=== Section Start ===

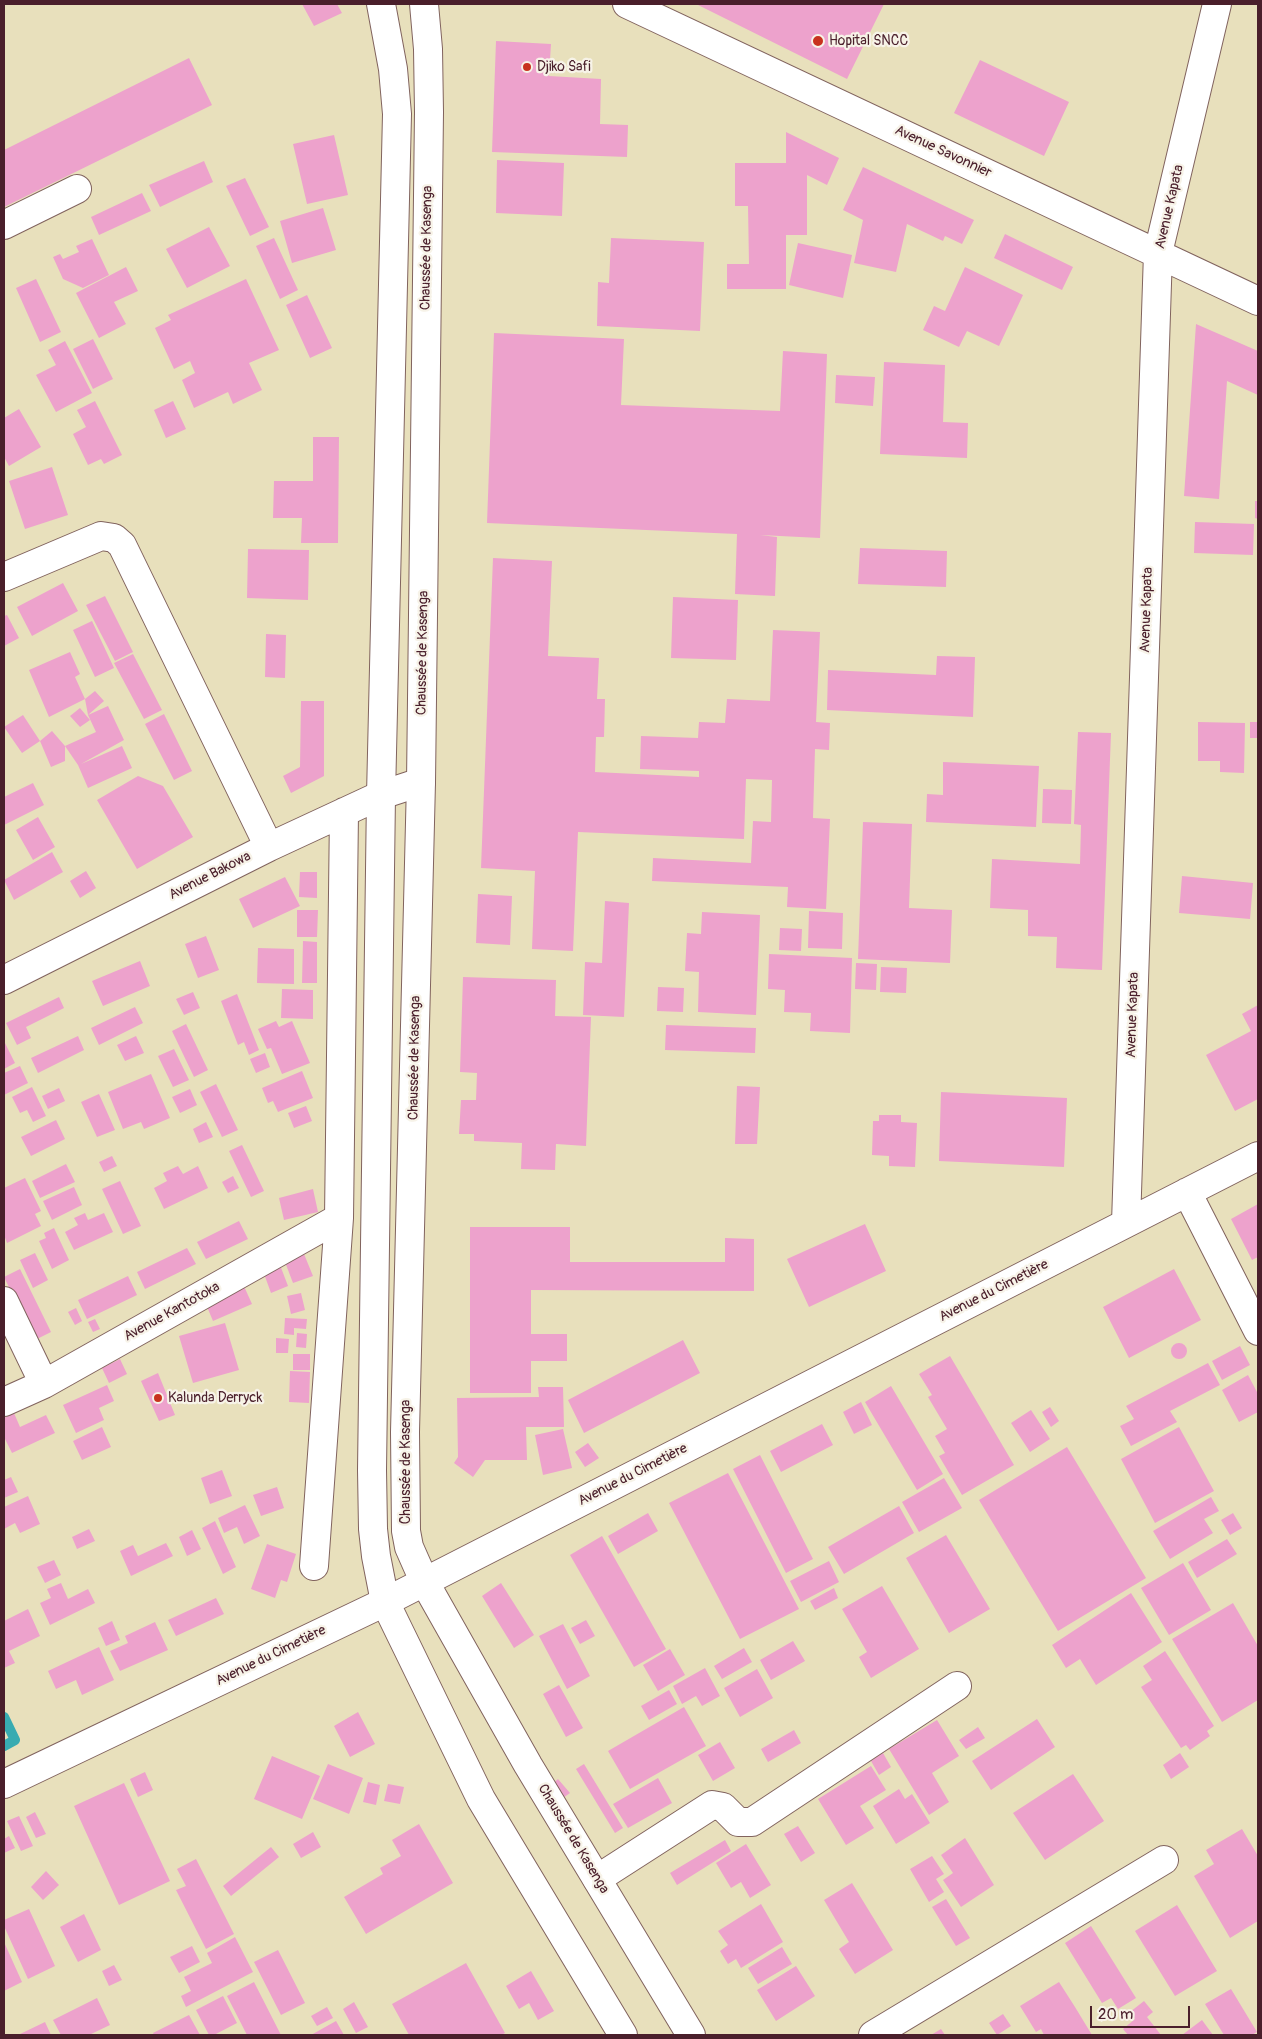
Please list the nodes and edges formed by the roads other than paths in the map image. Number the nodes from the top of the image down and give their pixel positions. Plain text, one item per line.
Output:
1 (381, 4) edge
2 (424, 4) edge
3 (627, 4) edge
4 (1217, 4) edge
5 (77, 189) dead end
6 (4, 225) edge
7 (1158, 254) junction
8 (1258, 301) edge
9 (4, 577) edge
10 (421, 782) junction
11 (381, 795) junction
12 (344, 812) junction
13 (269, 847) junction
14 (4, 980) edge
15 (1258, 1156) edge
16 (1187, 1192) junction
17 (339, 1218) junction
18 (1126, 1223) junction
19 (4, 1300) edge
20 (1258, 1331) edge
21 (44, 1384) junction
22 (4, 1402) edge
23 (314, 1566) dead end
24 (424, 1581) junction
25 (385, 1602) junction
26 (957, 1686) dead end
27 (4, 1784) edge
28 (1164, 1860) dead end
29 (597, 1879) junction
30 (623, 2035) edge
31 (691, 2035) edge
32 (873, 2035) edge

1 - 11 street
2 - 10 street, Chaussée de Kasenga
3 - 7 street, Avenue Savonnier
4 - 7 street, Avenue Kapata
5 - 6 street
7 - 8 street, Avenue Savonnier
7 - 18 street, Avenue Kapata
9 - 13 street
10 - 11 street, Avenue Bakowa
10 - 24 street, Chaussée de Kasenga
11 - 12 street, Avenue Bakowa
11 - 25 street
12 - 13 street, Avenue Bakowa
12 - 17 street
13 - 14 street, Avenue Bakowa
15 - 16 street, Avenue du Cimetière
16 - 18 street, Avenue du Cimetière
16 - 20 street
17 - 21 street, Avenue Kantotoka
17 - 23 street
18 - 24 street, Avenue du Cimetière
19 - 21 street
21 - 22 street, Avenue Kantotoka
24 - 25 street, Avenue du Cimetière
24 - 29 street, Chaussée de Kasenga
25 - 27 street, Avenue du Cimetière
25 - 30 street
26 - 29 street
28 - 32 street
29 - 31 street, Chaussée de Kasenga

=== Section End ===

• [WORK REQUIRED] Report how many lines of the records above contain the word "Kasenga", and give only that number.

• [ANSWER FOR THIS EXERCISE] 4